_What you are asked to do_. Every line below that contains "paths" is to be copied.

Stored items from a collection

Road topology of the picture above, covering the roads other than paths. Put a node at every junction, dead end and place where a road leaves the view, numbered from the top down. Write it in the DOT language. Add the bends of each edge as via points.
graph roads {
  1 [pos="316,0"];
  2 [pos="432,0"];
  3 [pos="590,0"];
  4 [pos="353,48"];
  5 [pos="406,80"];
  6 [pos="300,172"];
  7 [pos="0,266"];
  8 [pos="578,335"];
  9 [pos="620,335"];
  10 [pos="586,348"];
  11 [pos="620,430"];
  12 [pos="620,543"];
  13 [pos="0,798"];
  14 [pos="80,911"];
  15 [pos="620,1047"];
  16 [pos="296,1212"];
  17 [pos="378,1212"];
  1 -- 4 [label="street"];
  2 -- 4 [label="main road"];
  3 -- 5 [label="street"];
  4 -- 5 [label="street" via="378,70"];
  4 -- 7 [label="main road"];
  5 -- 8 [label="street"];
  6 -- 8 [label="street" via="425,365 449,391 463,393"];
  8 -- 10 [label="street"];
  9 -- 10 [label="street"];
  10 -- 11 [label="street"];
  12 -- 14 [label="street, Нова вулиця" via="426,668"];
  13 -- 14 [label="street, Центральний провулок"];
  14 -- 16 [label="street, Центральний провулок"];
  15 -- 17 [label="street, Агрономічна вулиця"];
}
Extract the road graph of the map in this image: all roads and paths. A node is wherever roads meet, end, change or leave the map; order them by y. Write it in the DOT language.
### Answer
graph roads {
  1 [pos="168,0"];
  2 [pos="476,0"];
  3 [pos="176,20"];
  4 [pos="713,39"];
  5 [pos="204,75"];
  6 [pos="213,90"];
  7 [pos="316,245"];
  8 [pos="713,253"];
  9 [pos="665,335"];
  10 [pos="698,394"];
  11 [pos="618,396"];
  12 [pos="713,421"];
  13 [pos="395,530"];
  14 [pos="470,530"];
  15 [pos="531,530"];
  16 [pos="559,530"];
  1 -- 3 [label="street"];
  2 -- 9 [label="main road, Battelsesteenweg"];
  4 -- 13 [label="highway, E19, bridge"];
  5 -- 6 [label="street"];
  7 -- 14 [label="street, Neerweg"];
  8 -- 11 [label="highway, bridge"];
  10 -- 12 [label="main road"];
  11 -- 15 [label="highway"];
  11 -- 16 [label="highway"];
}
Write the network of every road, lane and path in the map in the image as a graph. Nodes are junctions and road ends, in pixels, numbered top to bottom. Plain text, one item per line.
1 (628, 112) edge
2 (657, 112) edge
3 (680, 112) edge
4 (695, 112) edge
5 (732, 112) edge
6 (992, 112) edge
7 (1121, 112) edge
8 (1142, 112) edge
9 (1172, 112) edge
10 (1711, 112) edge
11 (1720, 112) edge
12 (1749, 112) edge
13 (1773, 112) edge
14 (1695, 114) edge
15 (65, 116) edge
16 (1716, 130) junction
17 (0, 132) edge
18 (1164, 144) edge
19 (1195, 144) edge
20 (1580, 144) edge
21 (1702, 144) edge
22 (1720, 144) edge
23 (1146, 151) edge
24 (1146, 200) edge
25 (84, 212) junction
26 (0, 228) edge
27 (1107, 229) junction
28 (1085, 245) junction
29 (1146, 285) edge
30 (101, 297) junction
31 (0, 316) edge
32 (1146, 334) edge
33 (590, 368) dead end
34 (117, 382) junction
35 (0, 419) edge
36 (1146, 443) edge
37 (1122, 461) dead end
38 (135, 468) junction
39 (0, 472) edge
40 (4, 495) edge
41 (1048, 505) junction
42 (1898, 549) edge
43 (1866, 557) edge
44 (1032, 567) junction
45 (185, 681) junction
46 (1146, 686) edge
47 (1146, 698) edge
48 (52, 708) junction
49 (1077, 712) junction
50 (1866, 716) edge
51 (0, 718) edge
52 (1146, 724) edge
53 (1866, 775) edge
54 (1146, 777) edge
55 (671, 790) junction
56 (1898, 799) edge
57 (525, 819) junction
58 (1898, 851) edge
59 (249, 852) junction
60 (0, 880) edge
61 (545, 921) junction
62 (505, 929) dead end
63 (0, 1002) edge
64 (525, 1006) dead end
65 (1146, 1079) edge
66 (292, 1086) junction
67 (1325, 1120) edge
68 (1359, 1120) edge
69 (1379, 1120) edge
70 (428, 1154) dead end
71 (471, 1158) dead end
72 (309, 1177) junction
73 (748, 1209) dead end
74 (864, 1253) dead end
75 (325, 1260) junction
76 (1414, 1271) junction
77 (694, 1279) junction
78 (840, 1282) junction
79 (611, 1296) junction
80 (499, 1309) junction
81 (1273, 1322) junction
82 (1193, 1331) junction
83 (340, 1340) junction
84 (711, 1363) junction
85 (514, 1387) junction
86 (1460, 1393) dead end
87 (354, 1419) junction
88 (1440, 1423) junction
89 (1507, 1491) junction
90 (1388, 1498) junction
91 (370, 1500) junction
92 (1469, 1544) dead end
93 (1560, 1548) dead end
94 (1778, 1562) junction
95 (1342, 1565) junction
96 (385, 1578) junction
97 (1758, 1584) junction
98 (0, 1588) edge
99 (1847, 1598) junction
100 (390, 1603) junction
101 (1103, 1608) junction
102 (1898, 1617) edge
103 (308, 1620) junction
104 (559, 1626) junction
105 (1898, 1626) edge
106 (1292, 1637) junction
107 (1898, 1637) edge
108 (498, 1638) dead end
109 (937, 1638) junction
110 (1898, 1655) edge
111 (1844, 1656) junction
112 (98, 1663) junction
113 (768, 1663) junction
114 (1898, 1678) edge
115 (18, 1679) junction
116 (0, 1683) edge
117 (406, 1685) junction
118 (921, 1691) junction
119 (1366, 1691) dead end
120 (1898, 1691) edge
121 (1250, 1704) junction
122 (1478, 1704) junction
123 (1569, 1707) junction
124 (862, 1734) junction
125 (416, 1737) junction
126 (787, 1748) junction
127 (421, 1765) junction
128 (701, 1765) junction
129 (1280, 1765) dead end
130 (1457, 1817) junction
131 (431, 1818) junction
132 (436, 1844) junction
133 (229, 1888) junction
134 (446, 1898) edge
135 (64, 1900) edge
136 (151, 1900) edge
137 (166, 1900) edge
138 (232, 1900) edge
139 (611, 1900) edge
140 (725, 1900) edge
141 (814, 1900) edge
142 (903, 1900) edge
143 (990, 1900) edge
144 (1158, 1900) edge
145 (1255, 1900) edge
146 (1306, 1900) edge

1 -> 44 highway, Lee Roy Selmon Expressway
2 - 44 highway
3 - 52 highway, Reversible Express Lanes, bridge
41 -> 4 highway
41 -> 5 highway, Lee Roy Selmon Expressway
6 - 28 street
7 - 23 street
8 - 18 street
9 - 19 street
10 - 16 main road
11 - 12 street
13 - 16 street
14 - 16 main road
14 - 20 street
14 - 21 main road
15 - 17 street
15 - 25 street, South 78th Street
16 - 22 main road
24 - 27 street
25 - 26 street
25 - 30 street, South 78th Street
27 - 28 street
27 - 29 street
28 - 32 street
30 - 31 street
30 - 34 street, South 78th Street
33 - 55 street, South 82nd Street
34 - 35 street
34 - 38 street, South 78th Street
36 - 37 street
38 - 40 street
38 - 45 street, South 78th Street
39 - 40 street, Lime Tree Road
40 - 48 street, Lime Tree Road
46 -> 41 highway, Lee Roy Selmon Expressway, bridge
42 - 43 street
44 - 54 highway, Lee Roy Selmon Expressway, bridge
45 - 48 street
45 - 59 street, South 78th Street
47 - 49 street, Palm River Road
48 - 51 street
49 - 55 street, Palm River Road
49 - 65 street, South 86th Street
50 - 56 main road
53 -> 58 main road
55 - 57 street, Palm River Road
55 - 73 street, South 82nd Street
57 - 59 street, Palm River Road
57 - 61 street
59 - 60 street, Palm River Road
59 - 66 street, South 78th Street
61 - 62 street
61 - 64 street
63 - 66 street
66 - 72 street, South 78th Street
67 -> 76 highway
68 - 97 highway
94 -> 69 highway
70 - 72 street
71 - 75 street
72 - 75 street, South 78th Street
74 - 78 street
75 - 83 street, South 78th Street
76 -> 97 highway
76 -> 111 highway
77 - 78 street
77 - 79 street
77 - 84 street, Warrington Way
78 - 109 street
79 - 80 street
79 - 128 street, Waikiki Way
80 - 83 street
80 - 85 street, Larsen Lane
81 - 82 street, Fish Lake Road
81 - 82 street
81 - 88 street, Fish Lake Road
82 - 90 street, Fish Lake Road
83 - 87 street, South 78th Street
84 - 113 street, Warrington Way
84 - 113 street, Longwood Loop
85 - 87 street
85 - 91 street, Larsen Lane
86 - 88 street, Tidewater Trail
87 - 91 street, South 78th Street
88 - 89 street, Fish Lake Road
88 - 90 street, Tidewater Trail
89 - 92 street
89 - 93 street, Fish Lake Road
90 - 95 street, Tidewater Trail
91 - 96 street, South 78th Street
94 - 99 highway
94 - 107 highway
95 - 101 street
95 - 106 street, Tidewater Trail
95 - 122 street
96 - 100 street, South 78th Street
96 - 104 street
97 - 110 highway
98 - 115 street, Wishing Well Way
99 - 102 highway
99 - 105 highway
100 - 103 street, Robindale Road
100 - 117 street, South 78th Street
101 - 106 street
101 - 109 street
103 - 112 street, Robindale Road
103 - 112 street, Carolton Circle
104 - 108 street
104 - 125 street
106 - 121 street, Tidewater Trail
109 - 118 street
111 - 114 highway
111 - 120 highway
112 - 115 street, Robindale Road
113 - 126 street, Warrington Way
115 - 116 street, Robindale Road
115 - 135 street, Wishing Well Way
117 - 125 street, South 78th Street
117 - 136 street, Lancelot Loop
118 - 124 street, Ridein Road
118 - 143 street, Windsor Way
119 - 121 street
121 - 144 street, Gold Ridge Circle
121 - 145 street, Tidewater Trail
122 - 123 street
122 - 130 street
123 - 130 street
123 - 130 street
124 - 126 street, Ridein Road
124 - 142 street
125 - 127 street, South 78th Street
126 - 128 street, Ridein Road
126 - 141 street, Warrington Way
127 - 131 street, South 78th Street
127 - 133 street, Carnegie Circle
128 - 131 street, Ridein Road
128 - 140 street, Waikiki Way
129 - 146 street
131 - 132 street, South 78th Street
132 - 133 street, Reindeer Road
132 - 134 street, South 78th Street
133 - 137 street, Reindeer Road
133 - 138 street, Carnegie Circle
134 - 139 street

_Solution to this exercise_.
Road topology of the picture above, covering the roads other than paths. Put a node at every junction, dead end and place where a road leaves the view, numbered from the top down. Write it in the DOT language. Add the bends of each edge as via points.
Extract the road graph of the map in this image: all roads and paths. A node is wherever roads meet, end, change or leave the map; order them by y. Write it in the DOT language.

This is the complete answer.